__Task material__
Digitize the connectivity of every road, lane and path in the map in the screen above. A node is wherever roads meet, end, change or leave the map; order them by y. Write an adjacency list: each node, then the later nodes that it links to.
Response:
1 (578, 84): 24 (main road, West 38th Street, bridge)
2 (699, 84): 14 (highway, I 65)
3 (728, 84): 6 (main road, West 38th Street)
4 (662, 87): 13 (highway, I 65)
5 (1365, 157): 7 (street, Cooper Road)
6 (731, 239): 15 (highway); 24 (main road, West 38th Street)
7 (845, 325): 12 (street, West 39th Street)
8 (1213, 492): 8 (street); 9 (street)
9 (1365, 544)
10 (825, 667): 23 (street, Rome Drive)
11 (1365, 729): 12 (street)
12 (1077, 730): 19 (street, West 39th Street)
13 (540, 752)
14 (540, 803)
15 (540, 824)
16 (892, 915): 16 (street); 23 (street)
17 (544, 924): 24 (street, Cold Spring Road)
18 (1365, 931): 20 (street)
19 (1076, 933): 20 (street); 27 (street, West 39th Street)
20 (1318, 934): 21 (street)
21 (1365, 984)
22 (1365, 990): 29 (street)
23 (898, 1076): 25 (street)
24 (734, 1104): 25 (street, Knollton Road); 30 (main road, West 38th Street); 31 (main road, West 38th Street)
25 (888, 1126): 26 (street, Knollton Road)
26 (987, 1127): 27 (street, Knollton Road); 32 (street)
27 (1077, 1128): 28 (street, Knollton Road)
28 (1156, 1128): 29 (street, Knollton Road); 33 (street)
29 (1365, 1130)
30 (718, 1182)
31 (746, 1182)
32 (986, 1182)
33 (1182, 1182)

---

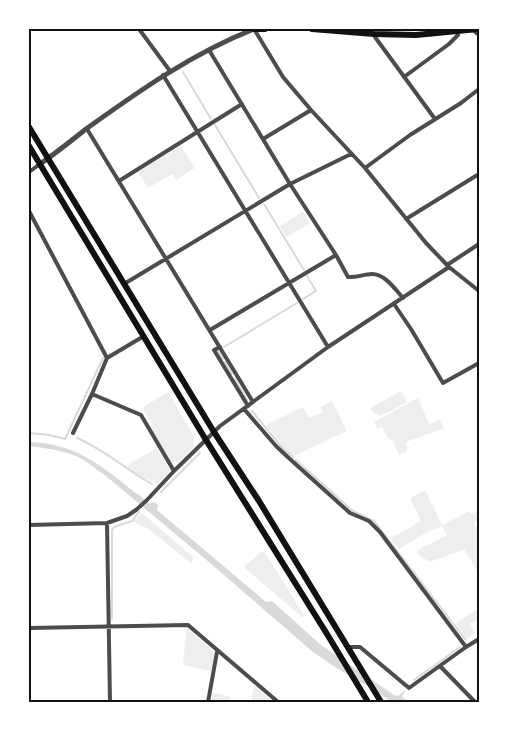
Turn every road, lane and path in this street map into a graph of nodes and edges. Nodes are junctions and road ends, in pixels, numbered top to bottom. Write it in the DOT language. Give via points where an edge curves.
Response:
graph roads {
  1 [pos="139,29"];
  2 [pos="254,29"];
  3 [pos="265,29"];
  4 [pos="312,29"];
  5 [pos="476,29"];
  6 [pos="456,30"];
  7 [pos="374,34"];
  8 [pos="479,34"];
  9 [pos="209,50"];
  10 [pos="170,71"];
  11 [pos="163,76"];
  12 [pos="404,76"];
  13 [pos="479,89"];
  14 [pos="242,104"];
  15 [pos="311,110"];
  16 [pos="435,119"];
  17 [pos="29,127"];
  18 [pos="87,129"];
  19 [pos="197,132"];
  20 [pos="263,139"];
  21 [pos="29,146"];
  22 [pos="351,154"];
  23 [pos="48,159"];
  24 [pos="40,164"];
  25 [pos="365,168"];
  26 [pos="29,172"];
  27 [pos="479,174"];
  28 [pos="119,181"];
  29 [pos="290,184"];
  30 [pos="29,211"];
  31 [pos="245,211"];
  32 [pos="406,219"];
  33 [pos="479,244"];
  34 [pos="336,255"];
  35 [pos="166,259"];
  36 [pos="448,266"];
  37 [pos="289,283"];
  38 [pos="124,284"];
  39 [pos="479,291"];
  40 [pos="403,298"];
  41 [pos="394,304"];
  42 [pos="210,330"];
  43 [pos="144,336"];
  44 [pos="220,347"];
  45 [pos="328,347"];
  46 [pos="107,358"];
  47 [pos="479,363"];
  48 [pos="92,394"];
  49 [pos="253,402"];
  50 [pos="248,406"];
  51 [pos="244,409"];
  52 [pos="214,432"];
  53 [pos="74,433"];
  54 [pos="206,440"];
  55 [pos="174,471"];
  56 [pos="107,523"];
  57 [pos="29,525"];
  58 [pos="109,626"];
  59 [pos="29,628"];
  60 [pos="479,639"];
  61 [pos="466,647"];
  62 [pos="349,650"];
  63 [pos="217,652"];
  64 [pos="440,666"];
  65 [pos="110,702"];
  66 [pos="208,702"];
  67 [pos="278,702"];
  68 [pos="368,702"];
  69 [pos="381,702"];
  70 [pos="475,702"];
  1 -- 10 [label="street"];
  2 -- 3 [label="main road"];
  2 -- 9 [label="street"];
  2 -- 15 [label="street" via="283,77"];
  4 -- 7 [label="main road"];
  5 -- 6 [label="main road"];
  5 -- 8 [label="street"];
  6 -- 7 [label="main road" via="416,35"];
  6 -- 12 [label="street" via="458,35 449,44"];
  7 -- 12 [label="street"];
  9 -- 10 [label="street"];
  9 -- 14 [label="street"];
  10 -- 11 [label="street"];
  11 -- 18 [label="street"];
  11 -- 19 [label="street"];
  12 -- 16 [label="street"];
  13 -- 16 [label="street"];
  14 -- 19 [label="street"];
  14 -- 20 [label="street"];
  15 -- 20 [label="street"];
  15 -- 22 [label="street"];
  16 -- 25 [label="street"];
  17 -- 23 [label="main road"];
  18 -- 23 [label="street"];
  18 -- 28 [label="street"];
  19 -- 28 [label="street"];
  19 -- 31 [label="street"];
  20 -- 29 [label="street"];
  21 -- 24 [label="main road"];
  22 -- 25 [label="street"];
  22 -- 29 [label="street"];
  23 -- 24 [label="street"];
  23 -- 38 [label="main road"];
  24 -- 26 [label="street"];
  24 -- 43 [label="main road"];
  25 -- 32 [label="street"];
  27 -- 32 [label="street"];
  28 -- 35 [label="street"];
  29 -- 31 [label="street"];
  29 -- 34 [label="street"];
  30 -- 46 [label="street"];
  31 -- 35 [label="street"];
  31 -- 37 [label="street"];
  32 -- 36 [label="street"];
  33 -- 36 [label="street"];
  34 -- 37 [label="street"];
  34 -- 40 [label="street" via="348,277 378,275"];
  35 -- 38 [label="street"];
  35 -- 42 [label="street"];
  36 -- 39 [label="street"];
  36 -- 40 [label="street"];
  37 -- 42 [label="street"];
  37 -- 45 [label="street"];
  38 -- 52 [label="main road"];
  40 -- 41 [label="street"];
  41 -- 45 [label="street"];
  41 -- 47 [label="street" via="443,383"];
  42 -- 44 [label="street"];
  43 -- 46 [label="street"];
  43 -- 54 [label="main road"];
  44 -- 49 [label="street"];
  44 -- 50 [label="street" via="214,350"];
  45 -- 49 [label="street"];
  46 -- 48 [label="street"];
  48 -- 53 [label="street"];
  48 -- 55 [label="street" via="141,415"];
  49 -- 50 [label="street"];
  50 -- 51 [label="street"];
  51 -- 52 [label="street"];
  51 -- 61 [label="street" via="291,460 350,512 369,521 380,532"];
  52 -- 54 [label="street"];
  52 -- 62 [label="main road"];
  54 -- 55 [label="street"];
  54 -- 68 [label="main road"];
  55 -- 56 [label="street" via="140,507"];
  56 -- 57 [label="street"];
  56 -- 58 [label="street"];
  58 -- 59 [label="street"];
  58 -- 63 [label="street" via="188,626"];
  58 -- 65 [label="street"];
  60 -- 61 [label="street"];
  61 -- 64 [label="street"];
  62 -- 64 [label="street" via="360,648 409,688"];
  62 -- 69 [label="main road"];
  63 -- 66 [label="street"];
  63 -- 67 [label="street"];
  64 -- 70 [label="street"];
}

__Exercise description__
Each line above holding the word "every" counts; reply with how many there are, only the number.

__Output of the task__
2